*Task instructions*
Repeat each entry word for word. Leave any images out of the copy.

*Information supplied*
::::
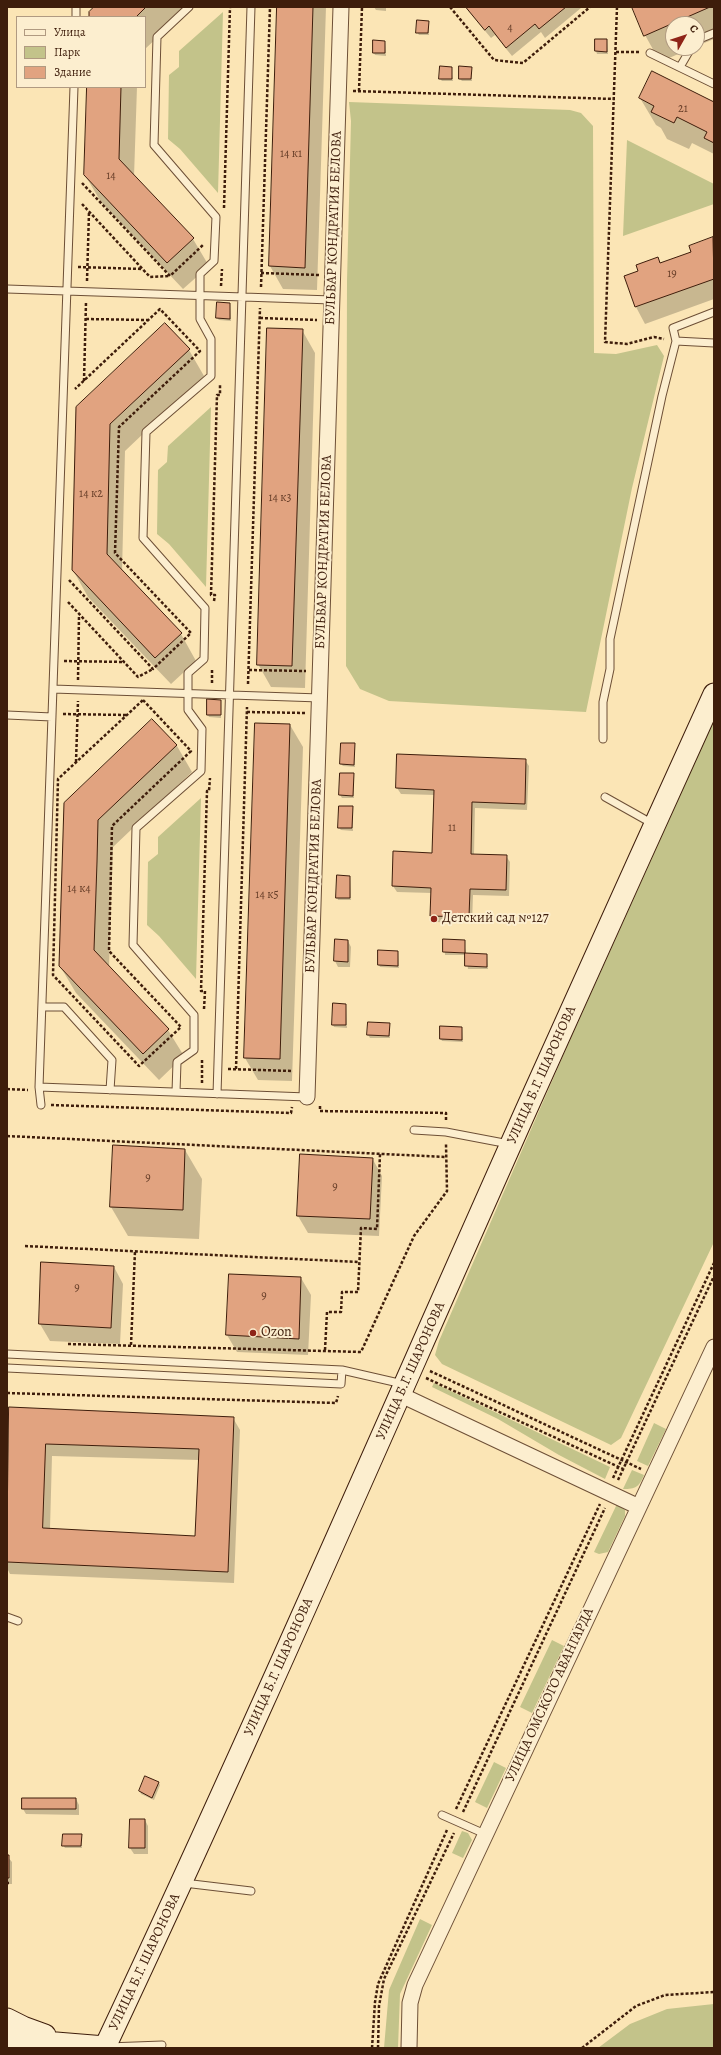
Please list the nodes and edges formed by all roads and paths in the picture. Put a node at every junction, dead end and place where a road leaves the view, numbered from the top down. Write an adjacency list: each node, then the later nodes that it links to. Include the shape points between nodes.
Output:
1 (189, 7): 31 (lane, via 157,37 154,145 216,217 214,261 200,274)
2 (230, 7): 21 (path)
3 (251, 7): 33 (lane)
4 (270, 7): 26 (path)
5 (341, 7): 16 (street, БУЛЬВАР КОНДРАТИЯ БЕЛОВА)
6 (362, 7): 17 (path)
7 (450, 7): 8 (path, via 494,60 523,63)
8 (590, 7)
9 (617, 7): 10 (path)
10 (616, 52): 11 (path); 18 (path)
11 (650, 53): 13 (lane)
12 (686, 56): 13 (lane)
13 (680, 67): 14 (lane)
14 (714, 84)
15 (74, 88): 24 (lane)
16 (339, 90): 17 (path); 35 (street, БУЛЬВАР КОНДРАТИЯ БЕЛОВА)
17 (359, 91): 18 (path)
18 (615, 99): 41 (path, via 605,342 626,344 654,337)
19 (80, 181): 28 (path)
20 (79, 201): 25 (path)
21 (224, 214)
22 (203, 245): 28 (path)
23 (222, 262): 32 (path)
24 (68, 267): 25 (path); 30 (lane)
25 (143, 269): 28 (path, via 150,277)
26 (261, 273): 27 (path); 34 (path)
27 (320, 275)
28 (170, 276)
29 (7, 290): 30 (lane)
30 (67, 291): 31 (lane); 48 (lane)
31 (200, 296): 32 (lane); 55 (lane, via 200,320 211,339 211,376 146,432 143,538 205,608 204,659 188,673)
32 (220, 296): 33 (lane)
33 (242, 297): 34 (lane); 58 (lane)
34 (260, 298): 35 (lane)
35 (332, 300): 59 (street, БУЛЬВАР КОНДРАТИЯ БЕЛОВА)
36 (714, 312): 41 (lane, via 674,328)
37 (260, 318): 40 (path)
38 (86, 319): 39 (path)
39 (148, 320): 44 (path); 51 (path, via 160,309 200,351 119,427 115,553 191,633)
40 (319, 320)
41 (676, 341): 42 (lane); 65 (lane, via 610,639 610,669 603,702)
42 (714, 343)
43 (220, 379): 47 (path, via 220,395 217,395 211,595 215,595)
44 (74, 390)
45 (64, 575): 51 (path)
46 (64, 598): 49 (path)
47 (214, 603)
48 (54, 661): 49 (path); 54 (lane)
49 (125, 662): 51 (path, via 138,677)
50 (212, 665): 57 (path)
51 (153, 669)
52 (249, 670): 53 (path)
53 (308, 672)
54 (53, 689): 55 (lane); 63 (lane)
55 (188, 694): 57 (lane); 78 (lane, via 188,710 202,729 201,771 136,828 133,945 194,1015 194,1050 177,1062)
56 (714, 694): 69 (main road, УЛИЦА Б.Г. ШАРОНОВА)
57 (211, 695): 58 (lane)
58 (229, 695): 59 (lane); 80 (lane)
59 (320, 698): 81 (street, БУЛЬВАР КОНДРАТИЯ БЕЛОВА)
60 (247, 712): 61 (path)
61 (306, 714)
62 (7, 715): 63 (lane)
63 (52, 715): 64 (path); 71 (lane)
64 (127, 715): 67 (path); 70 (path, via 142,700 191,751 112,826 109,951 181,1027 139,1066)
65 (603, 739)
66 (210, 775): 72 (path, via 210,791 207,791 201,991 204,991)
67 (58, 779)
68 (605, 797): 69 (lane)
69 (655, 825): 88 (main road, УЛИЦА Б.Г. ШАРОНОВА)
70 (53, 975)
71 (42, 1007): 74 (lane); 77 (lane, via 64,1007 112,1060)
72 (204, 1014)
73 (203, 1052): 79 (path)
74 (39, 1087): 77 (lane); 82 (lane)
75 (7, 1089): 76 (path)
76 (31, 1090)
77 (110, 1090): 78 (lane)
78 (176, 1092): 79 (lane)
79 (201, 1093): 80 (lane)
80 (217, 1094): 81 (lane)
81 (307, 1097)
82 (41, 1105): 84 (path)
83 (320, 1111): 86 (path, via 446,1113)
84 (292, 1114)
85 (414, 1130): 86 (lane)
86 (446, 1132): 88 (lane); 90 (path)
87 (7, 1136): 89 (path)
88 (511, 1144): 103 (main road, УЛИЦА Б.Г. ШАРОНОВА)
89 (380, 1154): 90 (path); 93 (path, via 377,1228 361,1228)
90 (446, 1157): 99 (path, via 446,1191 414,1236 361,1352)
91 (25, 1246): 92 (path)
92 (135, 1251): 93 (path); 97 (path)
93 (359, 1262): 99 (path, via 358,1292 342,1292 341,1312 326,1312)
94 (714, 1263): 106 (path)
95 (714, 1276): 108 (path)
96 (61, 1343): 97 (path)
97 (131, 1345): 99 (path)
98 (714, 1348): 110 (street, УЛИЦА ОМСКОГО АВАНГАРДА)
99 (325, 1350)
100 (7, 1354): 102 (lane)
101 (7, 1368): 104 (lane)
102 (342, 1370): 103 (lane); 104 (lane)
103 (408, 1379): 106 (path); 107 (path); 109 (street); 116 (main road, УЛИЦА Б.Г. ШАРОНОВА)
104 (342, 1384): 105 (path, via 336,1403)
105 (7, 1393)
106 (622, 1459): 107 (path)
107 (618, 1467): 108 (path); 109 (path)
108 (623, 1470): 109 (path)
109 (609, 1493): 110 (street); 114 (path); 114 (path)
110 (639, 1507): 115 (street, УЛИЦА ОМСКОГО АВАНГАРДА)
111 (7, 1617): 112 (lane)
112 (18, 1621)
113 (442, 1815): 114 (lane)
114 (455, 1821): 115 (lane); 124 (path, via 378,1984); 125 (path, via 384,1979 379,2006)
115 (485, 1834): 126 (street, УЛИЦА ОМСКОГО АВАНГАРДА, via 415,1985 410,2003)
116 (182, 1883): 117 (lane); 123 (main road, УЛИЦА Б.Г. ШАРОНОВА)
117 (252, 1891)
118 (714, 1992): 127 (path, via 664,1995 636,2006)
119 (7, 2018): 121 (main road, via 23,2027)
120 (7, 2039): 121 (main road)
121 (70, 2043): 123 (main road)
122 (162, 2045): 123 (lane)
123 (103, 2048)
124 (372, 2048)
125 (378, 2048)
126 (409, 2048)
127 (582, 2048)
::::
*Solution*
Please list the nodes and edges formed by all roads and paths in the picture. Put a node at every junction, dead end and place where a road leaves the view, numbered from the top down. Write an adjacency list: each node, then the later nodes that it links to. Include the shape points between nodes.
Output:
1 (189, 7): 31 (lane, via 157,37 154,145 216,217 214,261 200,274)
2 (230, 7): 21 (path)
3 (251, 7): 33 (lane)
4 (270, 7): 26 (path)
5 (341, 7): 16 (street, БУЛЬВАР КОНДРАТИЯ БЕЛОВА)
6 (362, 7): 17 (path)
7 (450, 7): 8 (path, via 494,60 523,63)
8 (590, 7)
9 (617, 7): 10 (path)
10 (616, 52): 11 (path); 18 (path)
11 (650, 53): 13 (lane)
12 (686, 56): 13 (lane)
13 (680, 67): 14 (lane)
14 (714, 84)
15 (74, 88): 24 (lane)
16 (339, 90): 17 (path); 35 (street, БУЛЬВАР КОНДРАТИЯ БЕЛОВА)
17 (359, 91): 18 (path)
18 (615, 99): 41 (path, via 605,342 626,344 654,337)
19 (80, 181): 28 (path)
20 (79, 201): 25 (path)
21 (224, 214)
22 (203, 245): 28 (path)
23 (222, 262): 32 (path)
24 (68, 267): 25 (path); 30 (lane)
25 (143, 269): 28 (path, via 150,277)
26 (261, 273): 27 (path); 34 (path)
27 (320, 275)
28 (170, 276)
29 (7, 290): 30 (lane)
30 (67, 291): 31 (lane); 48 (lane)
31 (200, 296): 32 (lane); 55 (lane, via 200,320 211,339 211,376 146,432 143,538 205,608 204,659 188,673)
32 (220, 296): 33 (lane)
33 (242, 297): 34 (lane); 58 (lane)
34 (260, 298): 35 (lane)
35 (332, 300): 59 (street, БУЛЬВАР КОНДРАТИЯ БЕЛОВА)
36 (714, 312): 41 (lane, via 674,328)
37 (260, 318): 40 (path)
38 (86, 319): 39 (path)
39 (148, 320): 44 (path); 51 (path, via 160,309 200,351 119,427 115,553 191,633)
40 (319, 320)
41 (676, 341): 42 (lane); 65 (lane, via 610,639 610,669 603,702)
42 (714, 343)
43 (220, 379): 47 (path, via 220,395 217,395 211,595 215,595)
44 (74, 390)
45 (64, 575): 51 (path)
46 (64, 598): 49 (path)
47 (214, 603)
48 (54, 661): 49 (path); 54 (lane)
49 (125, 662): 51 (path, via 138,677)
50 (212, 665): 57 (path)
51 (153, 669)
52 (249, 670): 53 (path)
53 (308, 672)
54 (53, 689): 55 (lane); 63 (lane)
55 (188, 694): 57 (lane); 78 (lane, via 188,710 202,729 201,771 136,828 133,945 194,1015 194,1050 177,1062)
56 (714, 694): 69 (main road, УЛИЦА Б.Г. ШАРОНОВА)
57 (211, 695): 58 (lane)
58 (229, 695): 59 (lane); 80 (lane)
59 (320, 698): 81 (street, БУЛЬВАР КОНДРАТИЯ БЕЛОВА)
60 (247, 712): 61 (path)
61 (306, 714)
62 (7, 715): 63 (lane)
63 (52, 715): 64 (path); 71 (lane)
64 (127, 715): 67 (path); 70 (path, via 142,700 191,751 112,826 109,951 181,1027 139,1066)
65 (603, 739)
66 (210, 775): 72 (path, via 210,791 207,791 201,991 204,991)
67 (58, 779)
68 (605, 797): 69 (lane)
69 (655, 825): 88 (main road, УЛИЦА Б.Г. ШАРОНОВА)
70 (53, 975)
71 (42, 1007): 74 (lane); 77 (lane, via 64,1007 112,1060)
72 (204, 1014)
73 (203, 1052): 79 (path)
74 (39, 1087): 77 (lane); 82 (lane)
75 (7, 1089): 76 (path)
76 (31, 1090)
77 (110, 1090): 78 (lane)
78 (176, 1092): 79 (lane)
79 (201, 1093): 80 (lane)
80 (217, 1094): 81 (lane)
81 (307, 1097)
82 (41, 1105): 84 (path)
83 (320, 1111): 86 (path, via 446,1113)
84 (292, 1114)
85 (414, 1130): 86 (lane)
86 (446, 1132): 88 (lane); 90 (path)
87 (7, 1136): 89 (path)
88 (511, 1144): 103 (main road, УЛИЦА Б.Г. ШАРОНОВА)
89 (380, 1154): 90 (path); 93 (path, via 377,1228 361,1228)
90 (446, 1157): 99 (path, via 446,1191 414,1236 361,1352)
91 (25, 1246): 92 (path)
92 (135, 1251): 93 (path); 97 (path)
93 (359, 1262): 99 (path, via 358,1292 342,1292 341,1312 326,1312)
94 (714, 1263): 106 (path)
95 (714, 1276): 108 (path)
96 (61, 1343): 97 (path)
97 (131, 1345): 99 (path)
98 (714, 1348): 110 (street, УЛИЦА ОМСКОГО АВАНГАРДА)
99 (325, 1350)
100 (7, 1354): 102 (lane)
101 (7, 1368): 104 (lane)
102 (342, 1370): 103 (lane); 104 (lane)
103 (408, 1379): 106 (path); 107 (path); 109 (street); 116 (main road, УЛИЦА Б.Г. ШАРОНОВА)
104 (342, 1384): 105 (path, via 336,1403)
105 (7, 1393)
106 (622, 1459): 107 (path)
107 (618, 1467): 108 (path); 109 (path)
108 (623, 1470): 109 (path)
109 (609, 1493): 110 (street); 114 (path); 114 (path)
110 (639, 1507): 115 (street, УЛИЦА ОМСКОГО АВАНГАРДА)
111 (7, 1617): 112 (lane)
112 (18, 1621)
113 (442, 1815): 114 (lane)
114 (455, 1821): 115 (lane); 124 (path, via 378,1984); 125 (path, via 384,1979 379,2006)
115 (485, 1834): 126 (street, УЛИЦА ОМСКОГО АВАНГАРДА, via 415,1985 410,2003)
116 (182, 1883): 117 (lane); 123 (main road, УЛИЦА Б.Г. ШАРОНОВА)
117 (252, 1891)
118 (714, 1992): 127 (path, via 664,1995 636,2006)
119 (7, 2018): 121 (main road, via 23,2027)
120 (7, 2039): 121 (main road)
121 (70, 2043): 123 (main road)
122 (162, 2045): 123 (lane)
123 (103, 2048)
124 (372, 2048)
125 (378, 2048)
126 (409, 2048)
127 (582, 2048)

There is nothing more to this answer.